• The problem: In the listing below, find the line holding "cairo_move_to(cr, 187, 736);" and the line holding "je probleem nog". Write out those two lines and all lines between, exactly, and nothing more.
BEGIN Data to process
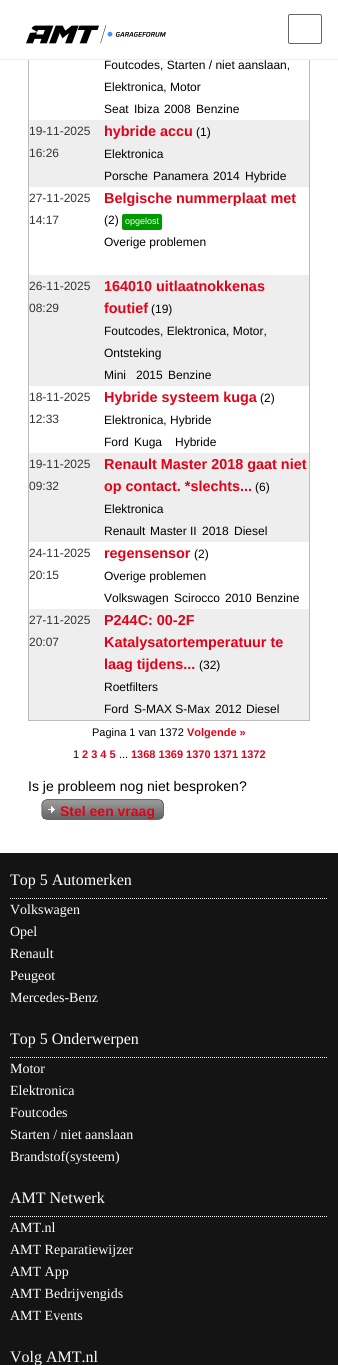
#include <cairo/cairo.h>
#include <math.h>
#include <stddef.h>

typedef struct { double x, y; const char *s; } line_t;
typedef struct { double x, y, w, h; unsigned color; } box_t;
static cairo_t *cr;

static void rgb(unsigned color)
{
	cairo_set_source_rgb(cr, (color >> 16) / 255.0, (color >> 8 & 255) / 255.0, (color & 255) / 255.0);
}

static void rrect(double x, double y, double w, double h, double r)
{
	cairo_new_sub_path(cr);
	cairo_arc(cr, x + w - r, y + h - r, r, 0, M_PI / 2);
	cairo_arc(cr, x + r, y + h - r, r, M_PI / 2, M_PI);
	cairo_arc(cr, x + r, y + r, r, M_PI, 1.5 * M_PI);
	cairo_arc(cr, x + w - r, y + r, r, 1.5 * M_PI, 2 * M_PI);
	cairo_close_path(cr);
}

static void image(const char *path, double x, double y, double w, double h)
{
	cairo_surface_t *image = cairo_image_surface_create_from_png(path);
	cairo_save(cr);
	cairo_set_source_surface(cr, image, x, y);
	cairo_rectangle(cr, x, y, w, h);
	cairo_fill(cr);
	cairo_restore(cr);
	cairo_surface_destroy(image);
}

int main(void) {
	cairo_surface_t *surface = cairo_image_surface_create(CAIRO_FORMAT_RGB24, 338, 1365);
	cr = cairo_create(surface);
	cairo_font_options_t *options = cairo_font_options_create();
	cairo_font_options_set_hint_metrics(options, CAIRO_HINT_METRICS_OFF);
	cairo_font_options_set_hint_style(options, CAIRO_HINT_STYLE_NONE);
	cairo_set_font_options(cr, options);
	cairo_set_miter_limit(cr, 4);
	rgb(0xffffff);
	cairo_paint(cr);
	cairo_rectangle(cr, 28.5, -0.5, 281, 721);
	rgb(0xbbbbbb);
	cairo_set_line_width(cr, 1);
	cairo_stroke(cr);
	rgb(0xffffff);
	cairo_rectangle(cr, 28, 0, 282, 59);
	cairo_fill(cr);
	rgb(0xeeeeee);
	cairo_rectangle(cr, 0, 59, 338, 1);
	cairo_fill(cr);
	image("img/1.png", 26, 25, 140, 19);
	rrect(288.5, 14.5, 33, 29, 1.5);
	rgb(0x666666);
	cairo_stroke(cr);
	rgb(0xeeeeee);
	cairo_rectangle(cr, 29, 120, 280, 67);
	cairo_fill(cr);
	rgb(0x009900);
	rrect(122, 214, 40, 16, 2);
	cairo_fill(cr);
	{
		static const box_t items[] = {
			{29, 275, 280, 111, 0xeeeeee},
			{29, 453, 280, 89, 0xeeeeee},
			{29, 609, 280, 111, 0xeeeeee},
		};
		for (size_t i = 0; i < sizeof items / sizeof *items; i++) {
			rgb(items[i].color);
			cairo_rectangle(cr, items[i].x, items[i].y, items[i].w, items[i].h);
			cairo_fill(cr);
		}
	}
	image("img/2.png", 41, 799, 123, 21);
	rgb(0x141414);
	cairo_rectangle(cr, 0, 853, 338, 512);
	cairo_fill(cr);
	cairo_new_path(cr);
	cairo_move_to(cr, 10, 898.5);
	cairo_line_to(cr, 328, 898.5);
	rgb(0xffffff);
	cairo_set_dash(cr, (double[]){1, 1}, 2, 0);
	cairo_stroke(cr);
	cairo_new_path(cr);
	cairo_move_to(cr, 10, 1057.5);
	cairo_line_to(cr, 328, 1057.5);
	cairo_stroke(cr);
	cairo_new_path(cr);
	cairo_move_to(cr, 10, 1216.5);
	cairo_line_to(cr, 328, 1216.5);
	cairo_stroke(cr);
	cairo_select_font_face(cr, "Liberation Sans", CAIRO_FONT_SLANT_NORMAL, CAIRO_FONT_WEIGHT_NORMAL);
	cairo_set_font_size(cr, 12);
	rgb(0x000000);
	{
		static const line_t items[] = {
			{104, 69, "Foutcodes, Starten / niet aanslaan,"},
			{104, 91, "Elektronica, Motor"},
			{104, 113, "Seat"},
			{134, 113, "Ibiza"},
			{164, 113, "2008"},
			{196, 113, "Benzine"},
		};
		for (size_t i = 0; i < sizeof items / sizeof *items; i++) {
			cairo_move_to(cr, items[i].x, items[i].y);
			cairo_show_text(cr, items[i].s);
		}
	}
	rgb(0x333333);
	cairo_move_to(cr, 29, 135);
	cairo_show_text(cr, "19-11-2025");
	cairo_move_to(cr, 29, 157);
	cairo_show_text(cr, "16:26");
	cairo_select_font_face(cr, "Liberation Sans", CAIRO_FONT_SLANT_NORMAL, CAIRO_FONT_WEIGHT_BOLD);
	cairo_set_font_size(cr, 14.4);
	rgb(0xe10118);
	cairo_move_to(cr, 104, 136);
	cairo_show_text(cr, "hybride accu");
	cairo_select_font_face(cr, "Liberation Sans", CAIRO_FONT_SLANT_NORMAL, CAIRO_FONT_WEIGHT_NORMAL);
	cairo_set_font_size(cr, 12);
	rgb(0x000000);
	{
		static const line_t items[] = {
			{196, 136, "(1)"},
			{104, 158, "Elektronica"},
			{104, 180, "Porsche"},
			{153, 180, "Panamera"},
			{213, 180, "2014"},
			{245, 180, "Hybride"},
		};
		for (size_t i = 0; i < sizeof items / sizeof *items; i++) {
			cairo_move_to(cr, items[i].x, items[i].y);
			cairo_show_text(cr, items[i].s);
		}
	}
	rgb(0x333333);
	cairo_move_to(cr, 29, 202);
	cairo_show_text(cr, "27-11-2025");
	cairo_move_to(cr, 29, 224);
	cairo_show_text(cr, "14:17");
	cairo_select_font_face(cr, "Liberation Sans", CAIRO_FONT_SLANT_NORMAL, CAIRO_FONT_WEIGHT_BOLD);
	cairo_set_font_size(cr, 14.4);
	rgb(0xe10118);
	cairo_move_to(cr, 104, 203);
	cairo_show_text(cr, "Belgische nummerplaat met");
	cairo_select_font_face(cr, "Liberation Sans", CAIRO_FONT_SLANT_NORMAL, CAIRO_FONT_WEIGHT_NORMAL);
	cairo_set_font_size(cr, 12);
	rgb(0x000000);
	cairo_move_to(cr, 104, 224);
	cairo_show_text(cr, "(2)");
	cairo_set_font_size(cr, 9);
	rgb(0xffffff);
	cairo_move_to(cr, 125, 224);
	cairo_show_text(cr, "opgelost");
	cairo_set_font_size(cr, 12);
	rgb(0x000000);
	cairo_move_to(cr, 104, 246);
	cairo_show_text(cr, "Overige problemen");
	rgb(0x333333);
	cairo_move_to(cr, 29, 290);
	cairo_show_text(cr, "26-11-2025");
	cairo_move_to(cr, 29, 312);
	cairo_show_text(cr, "08:29");
	cairo_select_font_face(cr, "Liberation Sans", CAIRO_FONT_SLANT_NORMAL, CAIRO_FONT_WEIGHT_BOLD);
	cairo_set_font_size(cr, 14.4);
	rgb(0xe10118);
	cairo_move_to(cr, 104, 291);
	cairo_show_text(cr, "164010 uitlaatnokkenas");
	cairo_move_to(cr, 104, 313);
	cairo_show_text(cr, "foutief");
	cairo_select_font_face(cr, "Liberation Sans", CAIRO_FONT_SLANT_NORMAL, CAIRO_FONT_WEIGHT_NORMAL);
	cairo_set_font_size(cr, 12);
	rgb(0x000000);
	{
		static const line_t items[] = {
			{151, 313, "(19)"},
			{104, 335, "Foutcodes, Elektronica, Motor,"},
			{104, 357, "Ontsteking"},
			{104, 379, "Mini"},
			{136, 379, "2015"},
			{168, 379, "Benzine"},
		};
		for (size_t i = 0; i < sizeof items / sizeof *items; i++) {
			cairo_move_to(cr, items[i].x, items[i].y);
			cairo_show_text(cr, items[i].s);
		}
	}
	rgb(0x333333);
	cairo_move_to(cr, 29, 401);
	cairo_show_text(cr, "18-11-2025");
	cairo_move_to(cr, 29, 423);
	cairo_show_text(cr, "12:33");
	cairo_select_font_face(cr, "Liberation Sans", CAIRO_FONT_SLANT_NORMAL, CAIRO_FONT_WEIGHT_BOLD);
	cairo_set_font_size(cr, 14.4);
	rgb(0xe10118);
	cairo_move_to(cr, 104, 402);
	cairo_show_text(cr, "Hybride systeem kuga");
	cairo_select_font_face(cr, "Liberation Sans", CAIRO_FONT_SLANT_NORMAL, CAIRO_FONT_WEIGHT_NORMAL);
	cairo_set_font_size(cr, 12);
	rgb(0x000000);
	{
		static const line_t items[] = {
			{260, 402, "(2)"},
			{104, 424, "Elektronica, Hybride"},
			{104, 446, "Ford"},
			{134, 446, "Kuga"},
			{175, 446, "Hybride"},
		};
		for (size_t i = 0; i < sizeof items / sizeof *items; i++) {
			cairo_move_to(cr, items[i].x, items[i].y);
			cairo_show_text(cr, items[i].s);
		}
	}
	rgb(0x333333);
	cairo_move_to(cr, 29, 468);
	cairo_show_text(cr, "19-11-2025");
	cairo_move_to(cr, 29, 490);
	cairo_show_text(cr, "09:32");
	cairo_select_font_face(cr, "Liberation Sans", CAIRO_FONT_SLANT_NORMAL, CAIRO_FONT_WEIGHT_BOLD);
	cairo_set_font_size(cr, 14.4);
	rgb(0xe10118);
	cairo_move_to(cr, 104, 469);
	cairo_show_text(cr, "Renault Master 2018 gaat niet");
	cairo_move_to(cr, 104, 491);
	cairo_show_text(cr, "op contact. *slechts...");
	cairo_select_font_face(cr, "Liberation Sans", CAIRO_FONT_SLANT_NORMAL, CAIRO_FONT_WEIGHT_NORMAL);
	cairo_set_font_size(cr, 12);
	rgb(0x000000);
	{
		static const line_t items[] = {
			{255, 491, "(6)"},
			{104, 513, "Elektronica"},
			{104, 535, "Renault"},
			{150, 535, "Master II"},
			{202, 535, "2018"},
			{234, 535, "Diesel"},
		};
		for (size_t i = 0; i < sizeof items / sizeof *items; i++) {
			cairo_move_to(cr, items[i].x, items[i].y);
			cairo_show_text(cr, items[i].s);
		}
	}
	rgb(0x333333);
	cairo_move_to(cr, 29, 557);
	cairo_show_text(cr, "24-11-2025");
	cairo_move_to(cr, 29, 579);
	cairo_show_text(cr, "20:15");
	cairo_select_font_face(cr, "Liberation Sans", CAIRO_FONT_SLANT_NORMAL, CAIRO_FONT_WEIGHT_BOLD);
	cairo_set_font_size(cr, 14.4);
	rgb(0xe10118);
	cairo_move_to(cr, 104, 558);
	cairo_show_text(cr, "regensensor");
	cairo_select_font_face(cr, "Liberation Sans", CAIRO_FONT_SLANT_NORMAL, CAIRO_FONT_WEIGHT_NORMAL);
	cairo_set_font_size(cr, 12);
	rgb(0x000000);
	{
		static const line_t items[] = {
			{194, 558, "(2)"},
			{104, 580, "Overige problemen"},
			{104, 602, "Volkswagen"},
			{174, 602, "Scirocco"},
			{225, 602, "2010"},
			{256, 602, "Benzine"},
		};
		for (size_t i = 0; i < sizeof items / sizeof *items; i++) {
			cairo_move_to(cr, items[i].x, items[i].y);
			cairo_show_text(cr, items[i].s);
		}
	}
	rgb(0x333333);
	cairo_move_to(cr, 29, 624);
	cairo_show_text(cr, "27-11-2025");
	cairo_move_to(cr, 29, 646);
	cairo_show_text(cr, "20:07");
	cairo_select_font_face(cr, "Liberation Sans", CAIRO_FONT_SLANT_NORMAL, CAIRO_FONT_WEIGHT_BOLD);
	cairo_set_font_size(cr, 14.4);
	rgb(0xe10118);
	{
		static const line_t items[] = {
			{104, 625, "P244C: 00-2F"},
			{104, 647, "Katalysatortemperatuur te"},
			{104, 669, "laag tijdens..."},
		};
		for (size_t i = 0; i < sizeof items / sizeof *items; i++) {
			cairo_move_to(cr, items[i].x, items[i].y);
			cairo_show_text(cr, items[i].s);
		}
	}
	cairo_select_font_face(cr, "Liberation Sans", CAIRO_FONT_SLANT_NORMAL, CAIRO_FONT_WEIGHT_NORMAL);
	cairo_set_font_size(cr, 12);
	rgb(0x000000);
	{
		static const line_t items[] = {
			{199, 669, "(32)"},
			{104, 691, "Roetfilters"},
			{104, 713, "Ford"},
			{134, 713, "S-MAX S-Max"},
			{215, 713, "2012"},
			{246, 713, "Diesel"},
		};
		for (size_t i = 0; i < sizeof items / sizeof *items; i++) {
			cairo_move_to(cr, items[i].x, items[i].y);
			cairo_show_text(cr, items[i].s);
		}
	}
	cairo_set_font_size(cr, 11);
	cairo_move_to(cr, 92, 736);
	cairo_show_text(cr, "Pagina 1 van 1372");
	cairo_select_font_face(cr, "Liberation Sans", CAIRO_FONT_SLANT_NORMAL, CAIRO_FONT_WEIGHT_BOLD);
	rgb(0xe10118);
	cairo_move_to(cr, 187, 736);
	cairo_show_text(cr, "Volgende »");
	cairo_select_font_face(cr, "Liberation Sans", CAIRO_FONT_SLANT_NORMAL, CAIRO_FONT_WEIGHT_NORMAL);
	rgb(0x000000);
	cairo_move_to(cr, 73, 758);
	cairo_show_text(cr, "1");
	cairo_select_font_face(cr, "Liberation Sans", CAIRO_FONT_SLANT_NORMAL, CAIRO_FONT_WEIGHT_BOLD);
	rgb(0xe10118);
	cairo_move_to(cr, 82, 758);
	cairo_show_text(cr, "2 3 4 5");
	cairo_select_font_face(cr, "Liberation Sans", CAIRO_FONT_SLANT_NORMAL, CAIRO_FONT_WEIGHT_NORMAL);
	rgb(0x000000);
	cairo_move_to(cr, 119, 758);
	cairo_show_text(cr, "...");
	cairo_select_font_face(cr, "Liberation Sans", CAIRO_FONT_SLANT_NORMAL, CAIRO_FONT_WEIGHT_BOLD);
	rgb(0xe10118);
	cairo_move_to(cr, 131, 758);
	cairo_show_text(cr, "1368 1369 1370 1371 1372");
	cairo_select_font_face(cr, "Liberation Sans", CAIRO_FONT_SLANT_NORMAL, CAIRO_FONT_WEIGHT_NORMAL);
	cairo_set_font_size(cr, 14);
	rgb(0x000000);
	cairo_move_to(cr, 28, 791);
	cairo_show_text(cr, "Is je probleem nog niet besproken?");
	cairo_select_font_face(cr, "Liberation Sans", CAIRO_FONT_SLANT_NORMAL, CAIRO_FONT_WEIGHT_BOLD);
	rgb(0xe10118);
	cairo_move_to(cr, 60, 816);
	cairo_show_text(cr, "Stel een vraag");
	cairo_select_font_face(cr, "Liberation Serif", CAIRO_FONT_SLANT_NORMAL, CAIRO_FONT_WEIGHT_NORMAL);
	cairo_set_font_size(cr, 16);
	rgb(0xffffff);
	cairo_move_to(cr, 10, 885);
	cairo_show_text(cr, "Top 5 Automerken");
	cairo_set_font_size(cr, 14);
	{
		static const line_t items[] = {
			{10, 914, "Volkswagen"},
			{10, 936, "Opel"},
			{10, 958, "Renault"},
			{10, 980, "Peugeot"},
			{10, 1002, "Mercedes-Benz"},
		};
		for (size_t i = 0; i < sizeof items / sizeof *items; i++) {
			cairo_move_to(cr, items[i].x, items[i].y);
			cairo_show_text(cr, items[i].s);
		}
	}
	cairo_set_font_size(cr, 16);
	cairo_move_to(cr, 10, 1044);
	cairo_show_text(cr, "Top 5 Onderwerpen");
	cairo_set_font_size(cr, 14);
	{
		static const line_t items[] = {
			{10, 1073, "Motor"},
			{10, 1095, "Elektronica"},
			{10, 1117, "Foutcodes"},
			{10, 1139, "Starten / niet aanslaan"},
			{10, 1161, "Brandstof(systeem)"},
		};
		for (size_t i = 0; i < sizeof items / sizeof *items; i++) {
			cairo_move_to(cr, items[i].x, items[i].y);
			cairo_show_text(cr, items[i].s);
		}
	}
	cairo_set_font_size(cr, 16);
	cairo_move_to(cr, 10, 1203);
	cairo_show_text(cr, "AMT Netwerk");
	cairo_set_font_size(cr, 14);
	{
		static const line_t items[] = {
			{10, 1232, "AMT.nl"},
			{10, 1254, "AMT Reparatiewijzer"},
			{10, 1276, "AMT App"},
			{10, 1298, "AMT Bedrijvengids"},
			{10, 1320, "AMT Events"},
		};
		for (size_t i = 0; i < sizeof items / sizeof *items; i++) {
			cairo_move_to(cr, items[i].x, items[i].y);
			cairo_show_text(cr, items[i].s);
		}
	}
	cairo_set_font_size(cr, 16);
	cairo_move_to(cr, 10, 1362);
	cairo_show_text(cr, "Volg AMT.nl");
	cairo_surface_write_to_png(surface, "page.png");
	cairo_font_options_destroy(options);
	cairo_destroy(cr);
	cairo_surface_destroy(surface);
	return 0;
}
END Data to process
• Answer to this exercise:
	cairo_move_to(cr, 187, 736);
	cairo_show_text(cr, "Volgende »");
	cairo_select_font_face(cr, "Liberation Sans", CAIRO_FONT_SLANT_NORMAL, CAIRO_FONT_WEIGHT_NORMAL);
	rgb(0x000000);
	cairo_move_to(cr, 73, 758);
	cairo_show_text(cr, "1");
	cairo_select_font_face(cr, "Liberation Sans", CAIRO_FONT_SLANT_NORMAL, CAIRO_FONT_WEIGHT_BOLD);
	rgb(0xe10118);
	cairo_move_to(cr, 82, 758);
	cairo_show_text(cr, "2 3 4 5");
	cairo_select_font_face(cr, "Liberation Sans", CAIRO_FONT_SLANT_NORMAL, CAIRO_FONT_WEIGHT_NORMAL);
	rgb(0x000000);
	cairo_move_to(cr, 119, 758);
	cairo_show_text(cr, "...");
	cairo_select_font_face(cr, "Liberation Sans", CAIRO_FONT_SLANT_NORMAL, CAIRO_FONT_WEIGHT_BOLD);
	rgb(0xe10118);
	cairo_move_to(cr, 131, 758);
	cairo_show_text(cr, "1368 1369 1370 1371 1372");
	cairo_select_font_face(cr, "Liberation Sans", CAIRO_FONT_SLANT_NORMAL, CAIRO_FONT_WEIGHT_NORMAL);
	cairo_set_font_size(cr, 14);
	rgb(0x000000);
	cairo_move_to(cr, 28, 791);
	cairo_show_text(cr, "Is je probleem nog niet besproken?");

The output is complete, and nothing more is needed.